Following on from my previous question, I'm trying to create a function using tidyr::complete
that can fill in a grouped/summarised tibble with missing dates, with NA
for relevant values, as an intermediate step before further calculations.
I've almost got the function working, but am having trouble with passing column names as arguments.
For reference, more info on what the function is trying to do is below. What I have so far is:
complete_dates <- function(data, datevar, grouping_vars) {
calendar <- expand_grid("{{datevar}}" := seq(min(pull(data %>% select({{datevar}}))), # Extract date vector from data
max(pull(data %>% select({{datevar}}))),by="1 day"))
calendar %>%
left_join(data) %>%
ungroup() %>%
complete({{datevar}}, {{grouping_vars}}) %>%
filter(!if_any({{grouping_vars}}, is.na))
}
The problem arises in the line complete({{datevar}}, {{grouping_vars}})
. As the name implies, I want to be able to pass multiple column names to include in the complete
step. (It's called grouping_vars
because it corresponds to the columns used for the original group_by %>% summarise
in the first place.)
But while the syntax above works with a single column name, it doesn't work with a character vector of column names, e.g. c("GroupA", "GroupB")
.
I've read various SO articles about passing column names to R functions but I'm still an R noob and don't fully grasp the dplyr
syntax, even after reading the relevant blog post. Can anyone advise on the syntax I need please?

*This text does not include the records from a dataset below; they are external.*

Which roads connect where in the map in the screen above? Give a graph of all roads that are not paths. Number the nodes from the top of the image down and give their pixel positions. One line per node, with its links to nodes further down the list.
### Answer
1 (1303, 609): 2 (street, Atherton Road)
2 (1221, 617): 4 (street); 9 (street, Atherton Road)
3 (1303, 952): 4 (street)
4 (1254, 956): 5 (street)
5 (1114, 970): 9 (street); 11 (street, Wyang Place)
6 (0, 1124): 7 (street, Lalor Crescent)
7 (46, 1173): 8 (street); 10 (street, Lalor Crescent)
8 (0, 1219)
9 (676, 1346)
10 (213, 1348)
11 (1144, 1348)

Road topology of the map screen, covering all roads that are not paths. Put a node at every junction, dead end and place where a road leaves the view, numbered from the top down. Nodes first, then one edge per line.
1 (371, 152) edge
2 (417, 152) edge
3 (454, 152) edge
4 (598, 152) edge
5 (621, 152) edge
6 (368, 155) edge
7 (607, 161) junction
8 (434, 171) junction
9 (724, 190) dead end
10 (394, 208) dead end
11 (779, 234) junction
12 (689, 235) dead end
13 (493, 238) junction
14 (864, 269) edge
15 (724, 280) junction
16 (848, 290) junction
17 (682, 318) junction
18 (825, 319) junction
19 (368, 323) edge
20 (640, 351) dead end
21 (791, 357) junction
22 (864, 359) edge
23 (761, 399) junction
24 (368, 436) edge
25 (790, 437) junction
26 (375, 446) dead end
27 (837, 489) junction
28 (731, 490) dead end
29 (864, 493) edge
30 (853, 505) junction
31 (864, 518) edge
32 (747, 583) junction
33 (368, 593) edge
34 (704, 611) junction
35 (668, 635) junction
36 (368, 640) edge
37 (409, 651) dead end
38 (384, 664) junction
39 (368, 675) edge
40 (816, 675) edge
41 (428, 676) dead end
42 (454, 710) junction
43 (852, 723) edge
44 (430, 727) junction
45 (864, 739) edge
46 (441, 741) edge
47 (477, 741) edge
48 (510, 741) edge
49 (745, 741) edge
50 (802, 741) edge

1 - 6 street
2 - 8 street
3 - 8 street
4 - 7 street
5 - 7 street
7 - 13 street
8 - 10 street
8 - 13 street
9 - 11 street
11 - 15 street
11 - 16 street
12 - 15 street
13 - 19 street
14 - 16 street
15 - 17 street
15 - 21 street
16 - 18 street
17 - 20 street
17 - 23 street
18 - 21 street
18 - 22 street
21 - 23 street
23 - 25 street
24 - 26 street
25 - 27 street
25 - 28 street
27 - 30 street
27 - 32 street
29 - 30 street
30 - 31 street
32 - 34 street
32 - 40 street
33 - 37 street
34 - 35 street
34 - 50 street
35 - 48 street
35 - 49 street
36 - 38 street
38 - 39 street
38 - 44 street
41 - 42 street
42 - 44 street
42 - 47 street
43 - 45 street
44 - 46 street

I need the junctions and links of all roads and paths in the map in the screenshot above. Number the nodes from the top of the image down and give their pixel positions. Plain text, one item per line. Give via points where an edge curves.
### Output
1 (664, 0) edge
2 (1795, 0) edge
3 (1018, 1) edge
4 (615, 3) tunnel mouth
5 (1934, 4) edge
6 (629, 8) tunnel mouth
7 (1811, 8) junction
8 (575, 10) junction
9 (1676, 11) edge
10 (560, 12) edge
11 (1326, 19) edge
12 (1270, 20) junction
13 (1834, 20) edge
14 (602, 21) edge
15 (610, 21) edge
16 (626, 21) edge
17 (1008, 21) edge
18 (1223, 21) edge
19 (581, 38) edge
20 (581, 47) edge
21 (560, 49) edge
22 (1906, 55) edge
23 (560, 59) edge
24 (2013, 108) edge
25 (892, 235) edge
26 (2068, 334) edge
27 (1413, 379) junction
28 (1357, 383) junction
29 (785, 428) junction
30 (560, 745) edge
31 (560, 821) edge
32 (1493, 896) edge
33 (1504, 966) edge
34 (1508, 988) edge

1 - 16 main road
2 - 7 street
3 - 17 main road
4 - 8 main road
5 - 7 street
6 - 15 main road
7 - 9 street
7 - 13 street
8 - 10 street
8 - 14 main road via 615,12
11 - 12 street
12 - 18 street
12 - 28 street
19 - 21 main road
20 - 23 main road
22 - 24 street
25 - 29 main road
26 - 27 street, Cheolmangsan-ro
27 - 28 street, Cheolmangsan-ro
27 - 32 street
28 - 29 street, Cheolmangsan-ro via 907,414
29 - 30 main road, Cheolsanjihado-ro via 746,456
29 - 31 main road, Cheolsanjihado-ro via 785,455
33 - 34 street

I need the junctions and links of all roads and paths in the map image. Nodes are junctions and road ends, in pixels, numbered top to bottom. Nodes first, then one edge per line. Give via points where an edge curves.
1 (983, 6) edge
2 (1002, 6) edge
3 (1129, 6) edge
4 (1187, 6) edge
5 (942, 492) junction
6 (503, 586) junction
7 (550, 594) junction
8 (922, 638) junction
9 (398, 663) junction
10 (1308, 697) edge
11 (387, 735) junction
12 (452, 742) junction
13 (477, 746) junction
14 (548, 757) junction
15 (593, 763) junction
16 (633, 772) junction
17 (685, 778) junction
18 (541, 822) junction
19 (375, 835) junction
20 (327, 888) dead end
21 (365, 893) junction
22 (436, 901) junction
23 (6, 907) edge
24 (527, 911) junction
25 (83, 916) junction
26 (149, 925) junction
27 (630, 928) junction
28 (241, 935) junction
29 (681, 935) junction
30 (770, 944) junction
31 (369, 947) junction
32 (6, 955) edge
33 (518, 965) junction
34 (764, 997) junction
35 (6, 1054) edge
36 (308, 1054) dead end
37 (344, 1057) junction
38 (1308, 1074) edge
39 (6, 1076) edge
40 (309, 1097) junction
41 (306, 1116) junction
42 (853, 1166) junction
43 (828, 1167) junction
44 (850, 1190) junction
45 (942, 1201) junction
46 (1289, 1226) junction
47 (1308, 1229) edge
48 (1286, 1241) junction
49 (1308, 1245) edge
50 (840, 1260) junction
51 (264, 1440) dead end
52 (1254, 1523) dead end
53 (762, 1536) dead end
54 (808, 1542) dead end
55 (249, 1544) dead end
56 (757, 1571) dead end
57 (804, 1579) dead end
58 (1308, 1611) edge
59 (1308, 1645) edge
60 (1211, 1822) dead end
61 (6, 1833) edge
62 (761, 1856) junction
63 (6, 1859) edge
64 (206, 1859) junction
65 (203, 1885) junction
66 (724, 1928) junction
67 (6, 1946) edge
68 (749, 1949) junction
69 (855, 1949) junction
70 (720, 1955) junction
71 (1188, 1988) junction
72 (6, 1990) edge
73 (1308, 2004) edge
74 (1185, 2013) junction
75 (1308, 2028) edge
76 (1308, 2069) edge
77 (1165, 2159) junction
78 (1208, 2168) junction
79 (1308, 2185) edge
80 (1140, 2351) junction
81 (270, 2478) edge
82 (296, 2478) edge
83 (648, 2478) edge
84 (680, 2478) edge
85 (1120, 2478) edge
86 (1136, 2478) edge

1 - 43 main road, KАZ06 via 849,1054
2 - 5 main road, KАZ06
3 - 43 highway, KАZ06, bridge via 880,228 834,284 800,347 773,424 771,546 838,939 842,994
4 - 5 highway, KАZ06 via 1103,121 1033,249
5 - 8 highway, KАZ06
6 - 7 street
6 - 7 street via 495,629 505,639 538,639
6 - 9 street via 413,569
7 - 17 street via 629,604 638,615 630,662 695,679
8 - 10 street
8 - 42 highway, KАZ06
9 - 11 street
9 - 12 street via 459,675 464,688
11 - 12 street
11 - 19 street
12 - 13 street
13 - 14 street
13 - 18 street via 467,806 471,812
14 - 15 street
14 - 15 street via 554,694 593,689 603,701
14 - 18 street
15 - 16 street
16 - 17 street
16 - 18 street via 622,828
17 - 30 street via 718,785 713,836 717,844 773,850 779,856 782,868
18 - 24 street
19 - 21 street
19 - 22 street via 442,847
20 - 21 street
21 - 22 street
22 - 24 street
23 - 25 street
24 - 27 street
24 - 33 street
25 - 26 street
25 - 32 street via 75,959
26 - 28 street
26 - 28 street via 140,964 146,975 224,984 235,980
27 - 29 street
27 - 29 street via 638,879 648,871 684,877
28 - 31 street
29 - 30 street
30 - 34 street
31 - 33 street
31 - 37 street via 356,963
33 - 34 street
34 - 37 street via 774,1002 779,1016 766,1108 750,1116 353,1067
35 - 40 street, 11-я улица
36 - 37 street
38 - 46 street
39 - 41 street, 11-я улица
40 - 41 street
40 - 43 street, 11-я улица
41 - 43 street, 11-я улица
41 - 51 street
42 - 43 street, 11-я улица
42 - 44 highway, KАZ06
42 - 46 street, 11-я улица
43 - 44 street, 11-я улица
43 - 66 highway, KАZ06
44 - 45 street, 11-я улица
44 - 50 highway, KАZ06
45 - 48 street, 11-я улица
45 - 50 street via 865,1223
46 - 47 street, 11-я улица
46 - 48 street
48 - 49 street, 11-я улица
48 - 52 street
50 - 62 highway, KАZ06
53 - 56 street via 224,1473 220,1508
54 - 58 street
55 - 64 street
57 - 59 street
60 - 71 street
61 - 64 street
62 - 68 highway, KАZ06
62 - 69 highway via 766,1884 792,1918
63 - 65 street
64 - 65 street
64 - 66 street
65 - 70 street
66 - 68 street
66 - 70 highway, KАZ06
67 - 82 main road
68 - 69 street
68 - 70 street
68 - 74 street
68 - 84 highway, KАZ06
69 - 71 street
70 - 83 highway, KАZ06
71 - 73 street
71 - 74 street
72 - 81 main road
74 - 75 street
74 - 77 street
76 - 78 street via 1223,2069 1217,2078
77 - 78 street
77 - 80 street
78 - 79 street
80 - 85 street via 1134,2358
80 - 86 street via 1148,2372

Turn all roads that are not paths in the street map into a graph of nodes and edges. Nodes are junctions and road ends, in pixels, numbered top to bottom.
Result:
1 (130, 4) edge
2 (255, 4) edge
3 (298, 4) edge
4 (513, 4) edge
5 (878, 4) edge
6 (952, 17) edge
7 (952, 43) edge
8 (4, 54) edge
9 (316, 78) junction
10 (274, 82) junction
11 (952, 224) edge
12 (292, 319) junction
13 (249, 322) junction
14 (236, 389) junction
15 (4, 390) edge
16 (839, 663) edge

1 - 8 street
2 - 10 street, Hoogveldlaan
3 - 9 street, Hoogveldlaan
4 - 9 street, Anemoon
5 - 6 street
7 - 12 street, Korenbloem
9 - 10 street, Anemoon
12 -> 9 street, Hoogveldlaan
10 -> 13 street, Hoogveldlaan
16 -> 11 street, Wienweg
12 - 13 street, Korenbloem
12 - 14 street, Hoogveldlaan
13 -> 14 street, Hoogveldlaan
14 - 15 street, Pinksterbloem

Info on function in question:
Basically, I'm starting with something like this:
grouped <- data %>% group_by(Date, Group) %>% summarise(mean = mean(Value))
head(grouped)
# A tibble: 6 × 3
# Groups: Date [4]
Date Group mean
<date> <fct> <dbl>
1 2021-02-18 A 37.4
2 2021-02-19 B 25.5
3 2021-02-19 A 26.1
4 2021-02-22 B 34.2
5 2021-02-22 A 26.4
6 2021-02-23 B 34.2
And want to get something like this:
Date Group mean
<date> <fct> <dbl>
1 2021-02-18 B NA
2 2021-02-18 A 37.4
3 2021-02-19 B 25.5
4 2021-02-19 A 26.1
5 2021-02-20 B NA
6 2021-02-20 A NA
7 2021-02-21 B NA
8 2021-02-21 A NA
9 2021-02-22 B 34.2
10 2021-02-22 A 26.4
where the missing dates are now there, with relevant grouping variables, but with values of NA
.
Example data:
grouped <- structure(list(Date = structure(c(18676, 18677, 18677, 18680,
18680, 18681, 18681), class = "Date"), Group = structure(c(2L,
1L, 2L, 1L, 2L, 1L, 2L), levels = c("B", "A"), class = "factor"),
mean = c(37.43, 25.54, 26.13, 34.1966666666667, 26.4211111111111,
34.216, 22.8064285714286)), class = c("grouped_df", "tbl_df",
"tbl", "data.frame"), row.names = c(NA, -7L), groups = structure(list(
Date = structure(c(18676, 18677, 18680, 18681), class = "Date"),
.rows = structure(list(1L, 2:3, 4:5, 6:7), ptype = integer(0), class = c("vctrs_list_of",
"vctrs_vctr", "list"))), row.names = c(NA, -4L), class = c("tbl_df",
"tbl", "data.frame"), .drop = TRUE))